### PROBLEM REQUIREMENTS
Go through the material underneath and show every line where the string "lane" occurs.

---*---

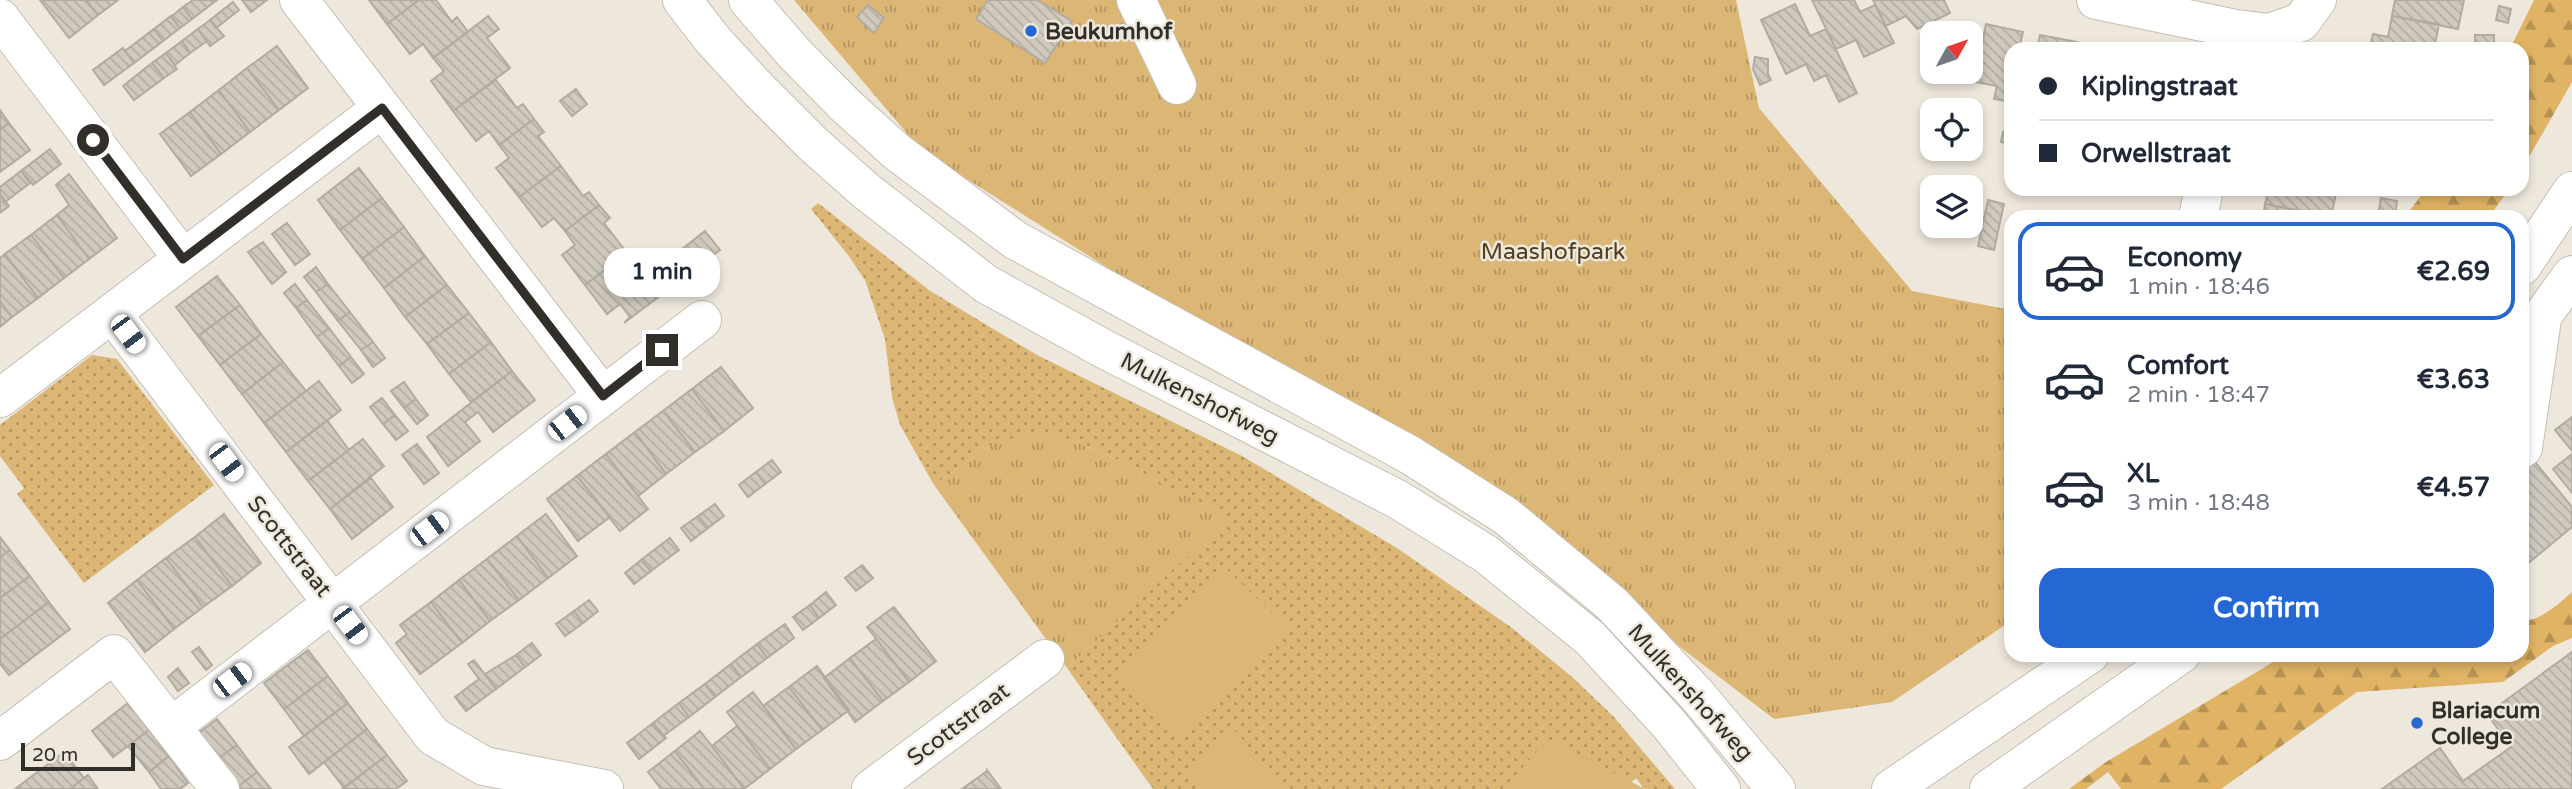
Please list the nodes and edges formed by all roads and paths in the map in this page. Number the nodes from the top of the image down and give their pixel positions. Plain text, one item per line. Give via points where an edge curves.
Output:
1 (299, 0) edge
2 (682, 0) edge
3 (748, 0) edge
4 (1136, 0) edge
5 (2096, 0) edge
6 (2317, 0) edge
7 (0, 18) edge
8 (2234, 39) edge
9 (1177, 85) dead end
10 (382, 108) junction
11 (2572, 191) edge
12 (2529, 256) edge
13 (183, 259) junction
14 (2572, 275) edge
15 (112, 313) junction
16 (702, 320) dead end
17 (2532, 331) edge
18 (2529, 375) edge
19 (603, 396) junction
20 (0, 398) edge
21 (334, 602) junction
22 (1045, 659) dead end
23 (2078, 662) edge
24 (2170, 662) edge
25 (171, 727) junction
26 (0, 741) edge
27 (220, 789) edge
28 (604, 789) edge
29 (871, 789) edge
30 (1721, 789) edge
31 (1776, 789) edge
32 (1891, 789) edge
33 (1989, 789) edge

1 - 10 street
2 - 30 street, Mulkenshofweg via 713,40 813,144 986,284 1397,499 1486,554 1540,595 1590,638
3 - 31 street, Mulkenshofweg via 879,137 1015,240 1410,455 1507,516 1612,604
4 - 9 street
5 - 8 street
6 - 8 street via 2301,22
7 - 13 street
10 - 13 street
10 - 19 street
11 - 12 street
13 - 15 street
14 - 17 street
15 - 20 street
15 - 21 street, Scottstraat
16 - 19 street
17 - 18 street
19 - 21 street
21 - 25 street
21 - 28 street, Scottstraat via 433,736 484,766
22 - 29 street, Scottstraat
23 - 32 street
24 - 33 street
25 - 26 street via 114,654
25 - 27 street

---*---

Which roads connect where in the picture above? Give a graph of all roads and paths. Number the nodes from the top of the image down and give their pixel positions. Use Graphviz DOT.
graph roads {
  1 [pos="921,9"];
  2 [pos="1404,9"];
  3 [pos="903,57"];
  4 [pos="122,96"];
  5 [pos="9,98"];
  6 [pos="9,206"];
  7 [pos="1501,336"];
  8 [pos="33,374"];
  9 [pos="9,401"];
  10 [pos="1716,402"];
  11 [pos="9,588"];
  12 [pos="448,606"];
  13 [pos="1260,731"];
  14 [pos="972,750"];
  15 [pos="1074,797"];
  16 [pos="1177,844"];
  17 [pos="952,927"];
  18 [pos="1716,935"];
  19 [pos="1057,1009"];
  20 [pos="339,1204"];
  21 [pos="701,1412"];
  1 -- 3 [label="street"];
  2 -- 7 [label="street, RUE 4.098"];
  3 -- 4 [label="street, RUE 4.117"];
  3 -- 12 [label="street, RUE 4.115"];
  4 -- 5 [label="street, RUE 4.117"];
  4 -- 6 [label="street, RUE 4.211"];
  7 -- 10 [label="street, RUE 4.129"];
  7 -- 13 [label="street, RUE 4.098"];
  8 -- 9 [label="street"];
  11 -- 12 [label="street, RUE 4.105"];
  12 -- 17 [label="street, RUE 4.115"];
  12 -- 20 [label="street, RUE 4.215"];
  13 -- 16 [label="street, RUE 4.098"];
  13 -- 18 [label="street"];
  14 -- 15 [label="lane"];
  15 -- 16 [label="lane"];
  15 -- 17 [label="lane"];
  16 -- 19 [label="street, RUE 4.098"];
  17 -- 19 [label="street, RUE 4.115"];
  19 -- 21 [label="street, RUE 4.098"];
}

---*---

### RESPONSE TO THIS EXERCISE
  14 -- 15 [label="lane"];
  15 -- 16 [label="lane"];
  15 -- 17 [label="lane"];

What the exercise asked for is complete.